There's a predictable trajectory to many leading-men's careers. They appear in a couple of small but memorable films. They reveal themselves to be above-average actors with both chops and charm. They each also have some catchy quality -- that chin, that smile, those eyebrows -- that sticks to your brain like Velcro. (The hooky, sticky part, not the furry, stuck-to part -- that would be your brain.) And they give you hope because they are a little different and a little better and a little more interesting than all of the bland, action-picture-carrying leading men out there.

Then, once they've achieved a modicum of recognizability and respect, they set about doing their darndest to become bland, action-picture-carrying leading men. They star in a bunch of stinkers. They're paired with the hottest female actresses in tepid romantic comedies that nobody likes. They don rumpled cop suits and shiny space suits. They do their best to portray the kind of man that every woman in America supposedly wants to fall in love with. And, if they're especially diligent, they wiggle their way, with some effort, onto the long list of people who get offered the roles already turned down by Mel Gibson, Brad Pitt, and Tom Cruise.

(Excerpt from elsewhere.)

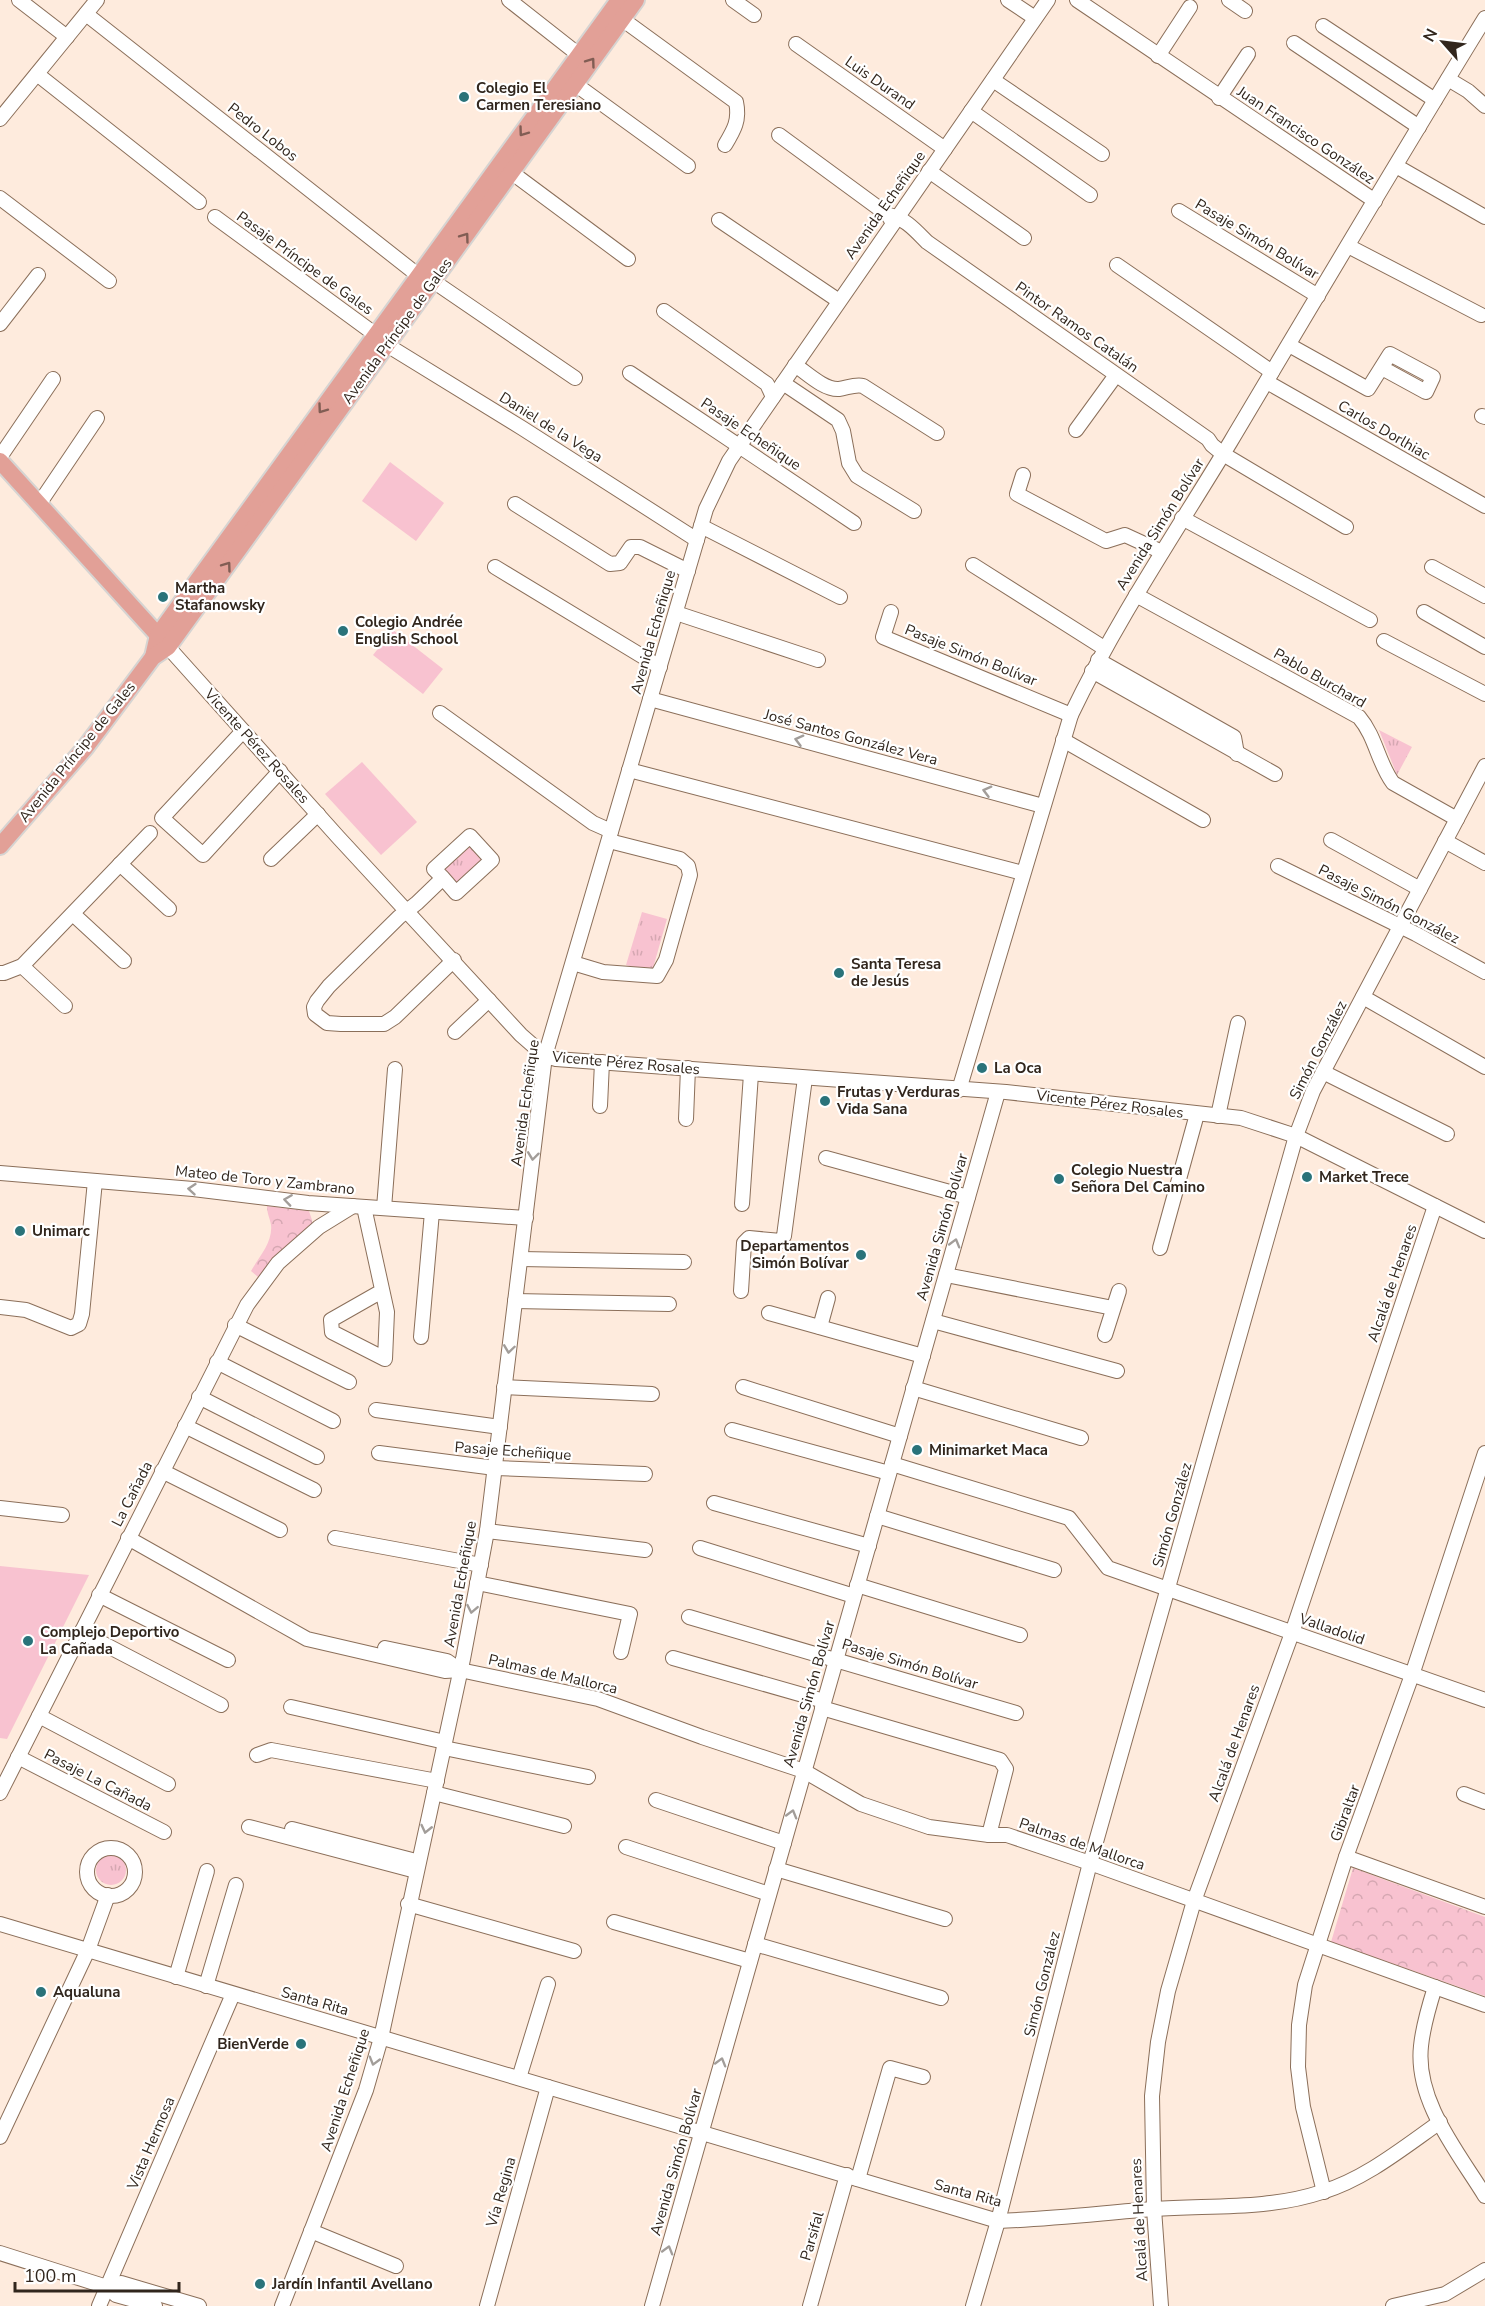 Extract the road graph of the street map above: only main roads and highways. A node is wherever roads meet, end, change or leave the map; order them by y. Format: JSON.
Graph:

Then, late in their careers, once everyone's written them off as capable of little more than frittering their potential on second-rate sleepwalking, they take a few, small, interesting roles, and everyone thinks, Hey, he can actually act!. And they start to crawl their way back to credibility -- in other words, the very place they occupied at the start of their careers, before they flushed it all on films full of brainy serial killers and really hot forensics experts.

Let's call this the Dennis Quaid Curve.

Aaron Eckhart currently finds himself at the top of this curve: the summit marked by the brainy serial killers and really hot forensics experts. This weekend you can enjoy him in Suspect Zero -- which we haven't seen, and which may well turn out to be the Se7en or The Silence of the Lambs of the twenty-first century. More likely, however, it will turn out to be just like every other dogged-cop chasing a serial-killer movie of the past twenty years that wasn't either Se7en or The Silence of the Lambs. Like, say, Switchback, the 1997 movie that starred Dennis Quaid.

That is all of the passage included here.